Emily Parnell: Whether early or late, the start of school is never on the right date
Since Aug. 12, my kids have been getting up early, strapping on their backpacks and heading off to school.
Please take just a moment to digest that date. Aug. 12. Almost a month before Labor Day, fewer than 90 days after the previous school year ended, summer is over. And it seems like things were just warming up!
I try not to bring to my children’s attention that they are being shortchanged. Growing up, I had a full three months to relax. I watched television I hated (pre-cable) and read until the series I loved were out of books, and lazed in our blue vinyl 3-foot deep pool, sun-heated to the temperature of a hot bath.
Our summers were long and lazy. So long and ridiculously lazy, in fact, that I could not wait to get back to school, pining to be rescued from my imminent fate of death by boredom. Especially once I approached middle school.

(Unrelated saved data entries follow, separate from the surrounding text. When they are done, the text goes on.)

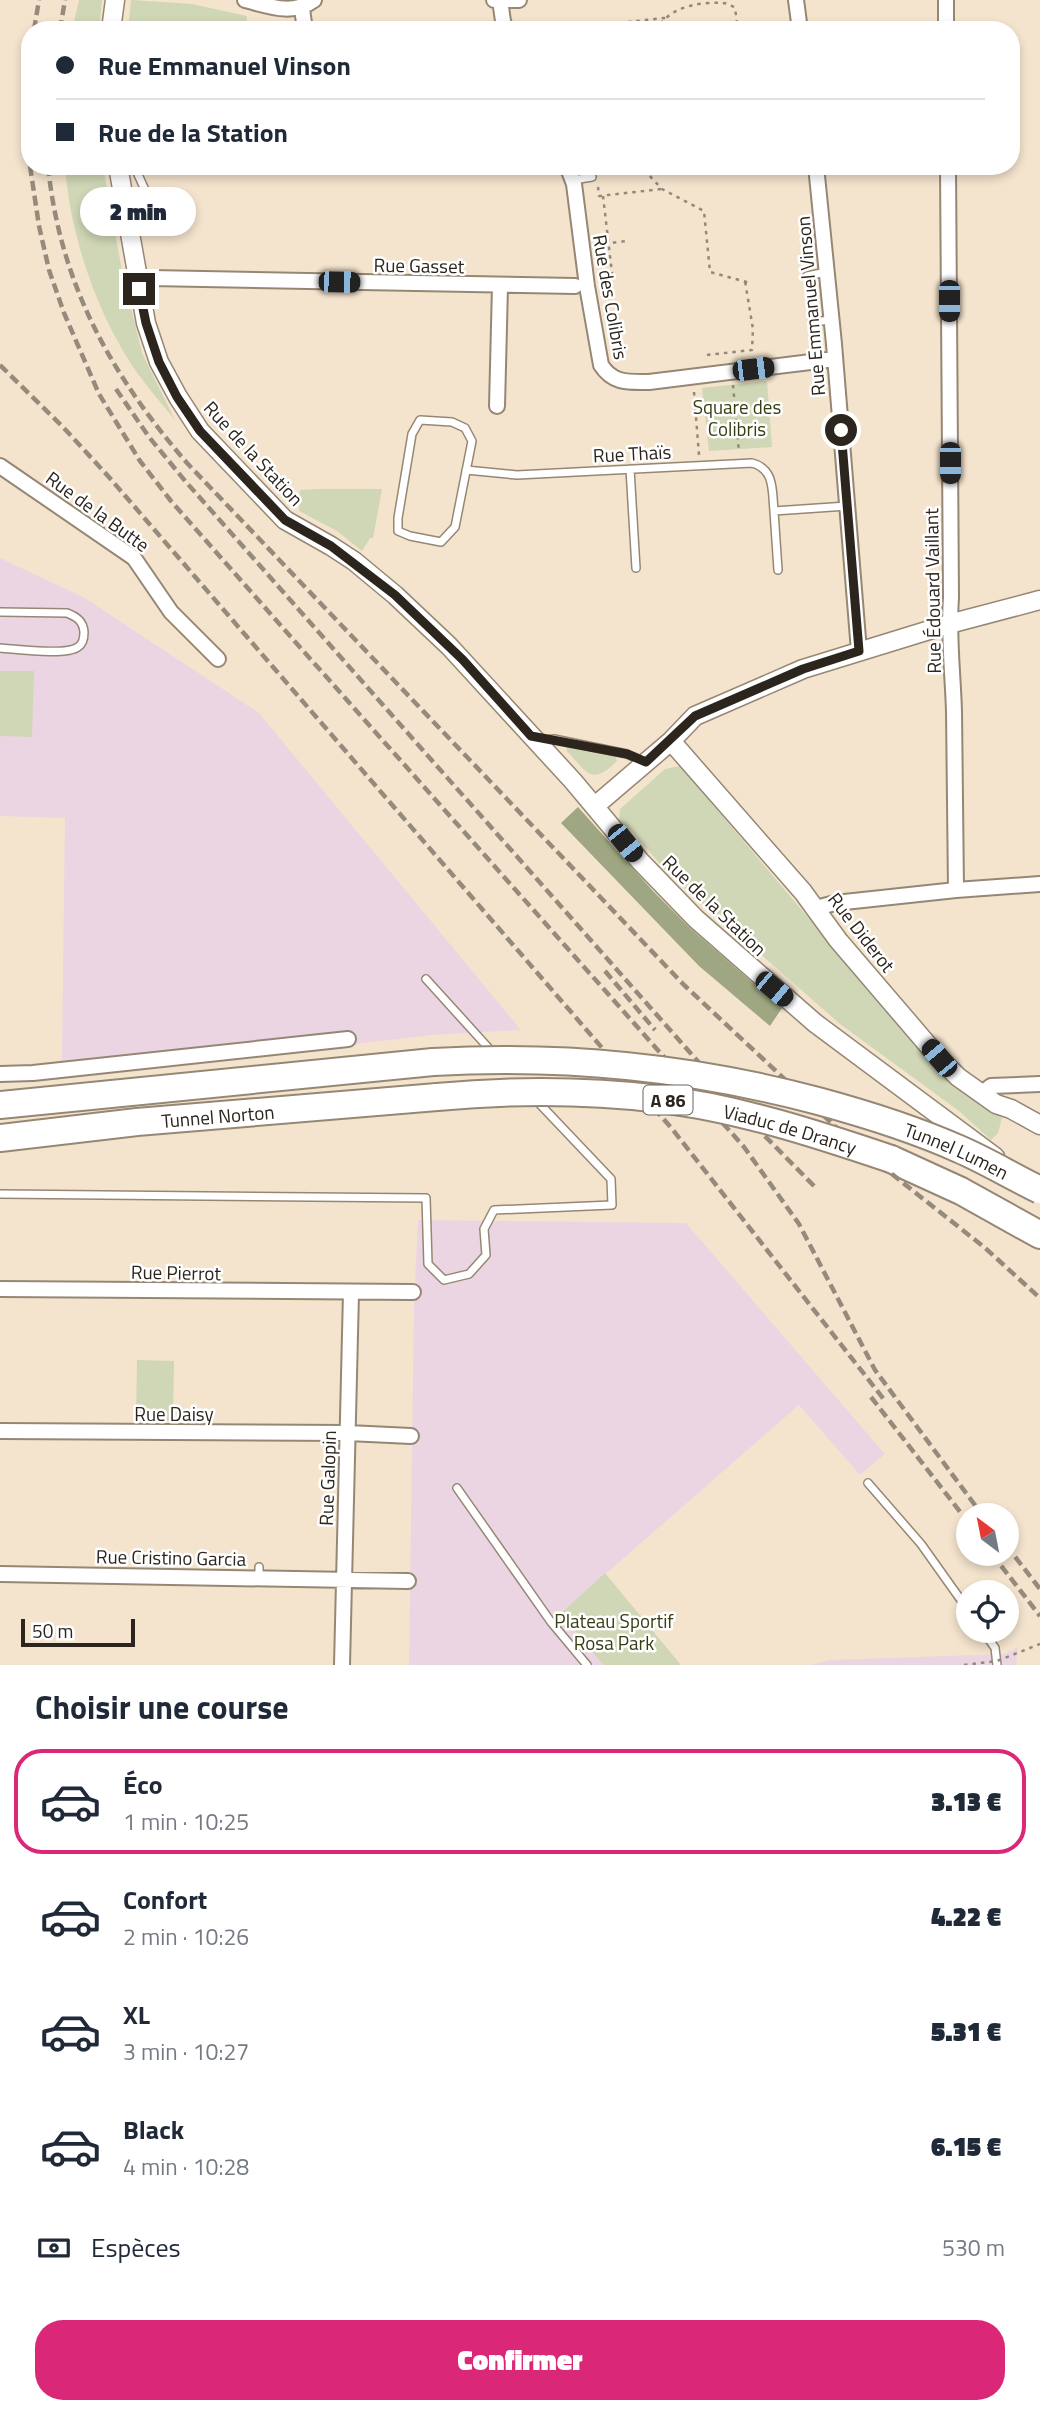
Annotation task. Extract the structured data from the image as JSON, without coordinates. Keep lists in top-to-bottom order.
{
  "streets": {
    "highway": [
      "A 86",
      "Tunnel Norton",
      "Viaduc de Drancy",
      "Tunnel Lumen"
    ],
    "street": [
      "Rue Gasset",
      "Rue des Colibris",
      "Rue Emmanuel Vinson",
      "Rue de la Station",
      "Rue de la Butte",
      "Rue Édouard Vaillant",
      "Rue Diderot",
      "Rue Pierrot",
      "Rue Daisy",
      "Rue Galopin",
      "Rue Cristino Garcia"
    ],
    "lane": ["Rue Thaïs"]
  },
  "crossings": [
    ["Rue Gasset", "Rue de la Station"],
    ["Rue des Colibris", "Rue Emmanuel Vinson"],
    ["Tunnel Norton", "Viaduc de Drancy"],
    ["Viaduc de Drancy", "Tunnel Lumen"],
    ["Rue Pierrot", "Rue Galopin"],
    ["Rue Daisy", "Rue Galopin"],
    ["Rue Galopin", "Rue Cristino Garcia"]
  ],
  "parks": ["Square des Colibris", "Plateau Sportif Rosa Park"],
  "scale_bar": "50 m",
  "north": "top left",
  "page": {
    "banner": ["Rue Emmanuel Vinson", "Rue de la Station"],
    "bubble": "2 min",
    "scale": "50 m",
    "heading": "Choisir une course",
    "list": [
      {
        "name": "Éco",
        "note": "1 min · 10:25",
        "value": "3.13 €"
      },
      {
        "name": "Confort",
        "note": "2 min · 10:26",
        "value": "4.22 €"
      },
      {
        "name": "XL",
        "note": "3 min · 10:27",
        "value": "5.31 €"
      },
      {
        "name": "Black",
        "note": "4 min · 10:28",
        "value": "6.15 €"
      }
    ],
    "pay": ["Espèces", "530 m"],
    "buttons": "Confirmer"
  }
}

On Aug. 12, I would not have been on my way to school. In fact, on that day, young Emily Brown (me) would have stationed herself by the living room window, watching for the mail carrier to bring me the extra-thick back-to-school edition of Seventeen magazine. When it finally arrived, I’d hide away in my bedroom to study its glossy pages full of advice on decorating lockers, colorful photos showing the next season’s fashion trends, the coolest backpacks known to humankind, colorful but overpriced Benetton sweaters, and detailed guides teaching me how to coax my bangs to great altitudes, utilizing only Aquanet and a rat tail comb.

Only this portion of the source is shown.